**Task to carry out**
Each line of the data below goes into the copy exactly; pictures do not.
= = = = = = =
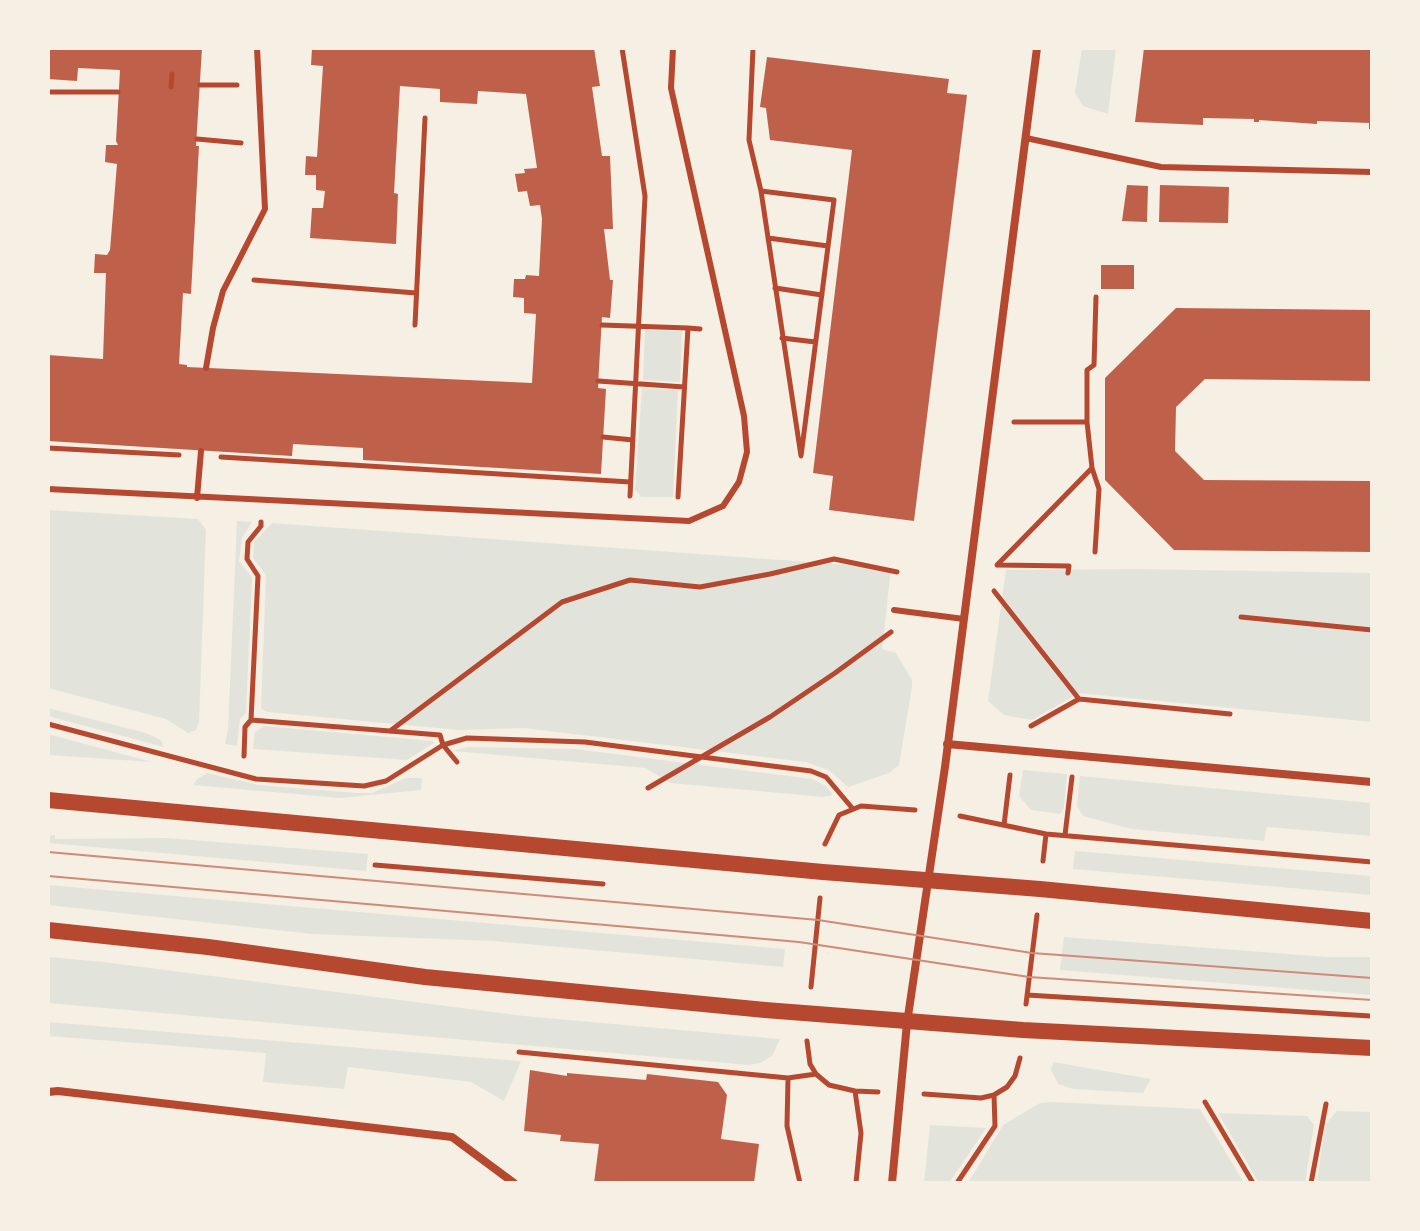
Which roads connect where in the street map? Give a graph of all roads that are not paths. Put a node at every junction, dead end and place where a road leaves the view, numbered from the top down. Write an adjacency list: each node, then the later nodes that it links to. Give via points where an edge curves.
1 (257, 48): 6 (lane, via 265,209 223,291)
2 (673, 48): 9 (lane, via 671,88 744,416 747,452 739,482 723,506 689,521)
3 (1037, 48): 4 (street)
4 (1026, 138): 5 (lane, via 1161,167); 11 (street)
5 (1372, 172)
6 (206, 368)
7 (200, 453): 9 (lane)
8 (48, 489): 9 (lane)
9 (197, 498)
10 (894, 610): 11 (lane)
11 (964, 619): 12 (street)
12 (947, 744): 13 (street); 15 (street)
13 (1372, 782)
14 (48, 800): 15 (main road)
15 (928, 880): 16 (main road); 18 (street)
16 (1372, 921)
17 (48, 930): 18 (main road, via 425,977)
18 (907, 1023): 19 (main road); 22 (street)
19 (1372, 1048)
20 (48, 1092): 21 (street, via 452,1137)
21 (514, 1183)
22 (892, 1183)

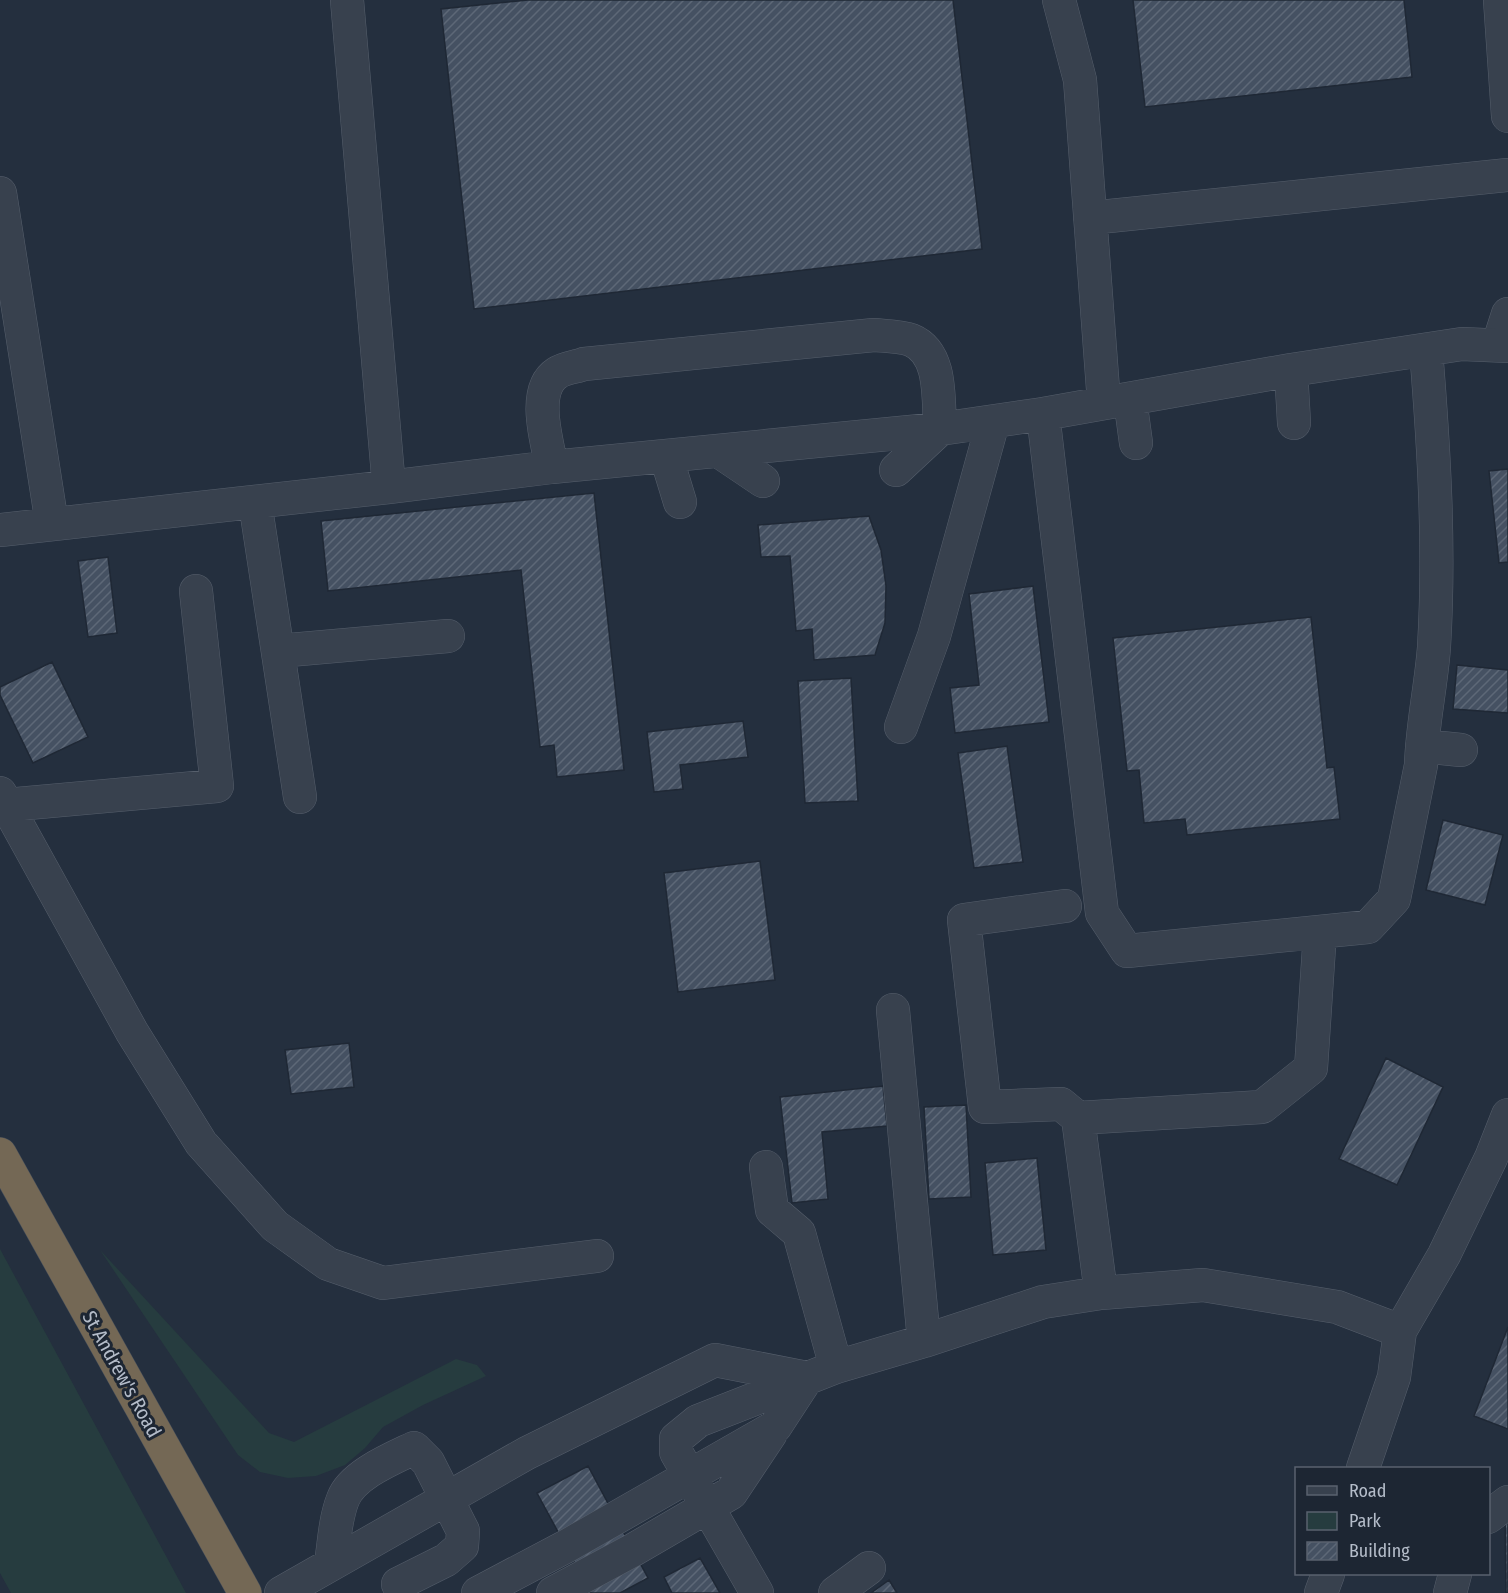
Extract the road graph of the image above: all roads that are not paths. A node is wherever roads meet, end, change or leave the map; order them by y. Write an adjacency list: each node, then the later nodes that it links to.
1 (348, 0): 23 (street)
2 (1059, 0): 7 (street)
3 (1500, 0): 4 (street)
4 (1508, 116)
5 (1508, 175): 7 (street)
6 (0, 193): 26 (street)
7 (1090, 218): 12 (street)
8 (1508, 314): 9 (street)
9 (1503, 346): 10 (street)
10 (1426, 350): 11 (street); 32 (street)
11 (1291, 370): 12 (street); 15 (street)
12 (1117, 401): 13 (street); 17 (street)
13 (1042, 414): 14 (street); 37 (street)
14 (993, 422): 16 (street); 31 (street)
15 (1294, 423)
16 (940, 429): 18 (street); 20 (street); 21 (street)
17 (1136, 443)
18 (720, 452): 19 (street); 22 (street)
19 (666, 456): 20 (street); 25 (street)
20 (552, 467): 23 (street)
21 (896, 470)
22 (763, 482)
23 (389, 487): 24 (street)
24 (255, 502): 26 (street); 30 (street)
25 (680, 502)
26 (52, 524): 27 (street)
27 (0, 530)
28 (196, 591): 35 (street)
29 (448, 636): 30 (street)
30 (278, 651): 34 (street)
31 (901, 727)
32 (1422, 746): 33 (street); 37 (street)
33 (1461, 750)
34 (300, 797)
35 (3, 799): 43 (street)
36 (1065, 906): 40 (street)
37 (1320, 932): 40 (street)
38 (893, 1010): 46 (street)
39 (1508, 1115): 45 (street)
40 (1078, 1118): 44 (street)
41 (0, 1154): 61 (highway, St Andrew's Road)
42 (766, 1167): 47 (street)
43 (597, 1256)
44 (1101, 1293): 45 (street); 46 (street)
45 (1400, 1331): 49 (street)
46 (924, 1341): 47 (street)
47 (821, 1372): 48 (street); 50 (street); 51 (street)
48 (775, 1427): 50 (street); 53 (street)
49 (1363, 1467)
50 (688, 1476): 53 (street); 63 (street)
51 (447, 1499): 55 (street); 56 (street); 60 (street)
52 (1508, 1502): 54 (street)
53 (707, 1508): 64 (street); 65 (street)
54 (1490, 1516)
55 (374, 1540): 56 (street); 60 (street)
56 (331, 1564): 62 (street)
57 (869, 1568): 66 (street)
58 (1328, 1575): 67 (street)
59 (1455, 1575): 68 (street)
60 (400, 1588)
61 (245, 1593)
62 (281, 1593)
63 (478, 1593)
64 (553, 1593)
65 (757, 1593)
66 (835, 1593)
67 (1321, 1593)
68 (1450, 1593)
= = = = = = =
**Result of this task**
Which roads connect where in the street map? Give a graph of all roads that are not paths. Put a node at every junction, dead end and place where a road leaves the view, numbered from the top down. Write an adjacency list: each node, then the later nodes that it links to. Give via points where an edge curves.
1 (257, 48): 6 (lane, via 265,209 223,291)
2 (673, 48): 9 (lane, via 671,88 744,416 747,452 739,482 723,506 689,521)
3 (1037, 48): 4 (street)
4 (1026, 138): 5 (lane, via 1161,167); 11 (street)
5 (1372, 172)
6 (206, 368)
7 (200, 453): 9 (lane)
8 (48, 489): 9 (lane)
9 (197, 498)
10 (894, 610): 11 (lane)
11 (964, 619): 12 (street)
12 (947, 744): 13 (street); 15 (street)
13 (1372, 782)
14 (48, 800): 15 (main road)
15 (928, 880): 16 (main road); 18 (street)
16 (1372, 921)
17 (48, 930): 18 (main road, via 425,977)
18 (907, 1023): 19 (main road); 22 (street)
19 (1372, 1048)
20 (48, 1092): 21 (street, via 452,1137)
21 (514, 1183)
22 (892, 1183)

Extract the road graph of the image above: all roads that are not paths. A node is wherever roads meet, end, change or leave the map; order them by y. Write an adjacency list: each node, then the later nodes that it links to.
1 (348, 0): 23 (street)
2 (1059, 0): 7 (street)
3 (1500, 0): 4 (street)
4 (1508, 116)
5 (1508, 175): 7 (street)
6 (0, 193): 26 (street)
7 (1090, 218): 12 (street)
8 (1508, 314): 9 (street)
9 (1503, 346): 10 (street)
10 (1426, 350): 11 (street); 32 (street)
11 (1291, 370): 12 (street); 15 (street)
12 (1117, 401): 13 (street); 17 (street)
13 (1042, 414): 14 (street); 37 (street)
14 (993, 422): 16 (street); 31 (street)
15 (1294, 423)
16 (940, 429): 18 (street); 20 (street); 21 (street)
17 (1136, 443)
18 (720, 452): 19 (street); 22 (street)
19 (666, 456): 20 (street); 25 (street)
20 (552, 467): 23 (street)
21 (896, 470)
22 (763, 482)
23 (389, 487): 24 (street)
24 (255, 502): 26 (street); 30 (street)
25 (680, 502)
26 (52, 524): 27 (street)
27 (0, 530)
28 (196, 591): 35 (street)
29 (448, 636): 30 (street)
30 (278, 651): 34 (street)
31 (901, 727)
32 (1422, 746): 33 (street); 37 (street)
33 (1461, 750)
34 (300, 797)
35 (3, 799): 43 (street)
36 (1065, 906): 40 (street)
37 (1320, 932): 40 (street)
38 (893, 1010): 46 (street)
39 (1508, 1115): 45 (street)
40 (1078, 1118): 44 (street)
41 (0, 1154): 61 (highway, St Andrew's Road)
42 (766, 1167): 47 (street)
43 (597, 1256)
44 (1101, 1293): 45 (street); 46 (street)
45 (1400, 1331): 49 (street)
46 (924, 1341): 47 (street)
47 (821, 1372): 48 (street); 50 (street); 51 (street)
48 (775, 1427): 50 (street); 53 (street)
49 (1363, 1467)
50 (688, 1476): 53 (street); 63 (street)
51 (447, 1499): 55 (street); 56 (street); 60 (street)
52 (1508, 1502): 54 (street)
53 (707, 1508): 64 (street); 65 (street)
54 (1490, 1516)
55 (374, 1540): 56 (street); 60 (street)
56 (331, 1564): 62 (street)
57 (869, 1568): 66 (street)
58 (1328, 1575): 67 (street)
59 (1455, 1575): 68 (street)
60 (400, 1588)
61 (245, 1593)
62 (281, 1593)
63 (478, 1593)
64 (553, 1593)
65 (757, 1593)
66 (835, 1593)
67 (1321, 1593)
68 (1450, 1593)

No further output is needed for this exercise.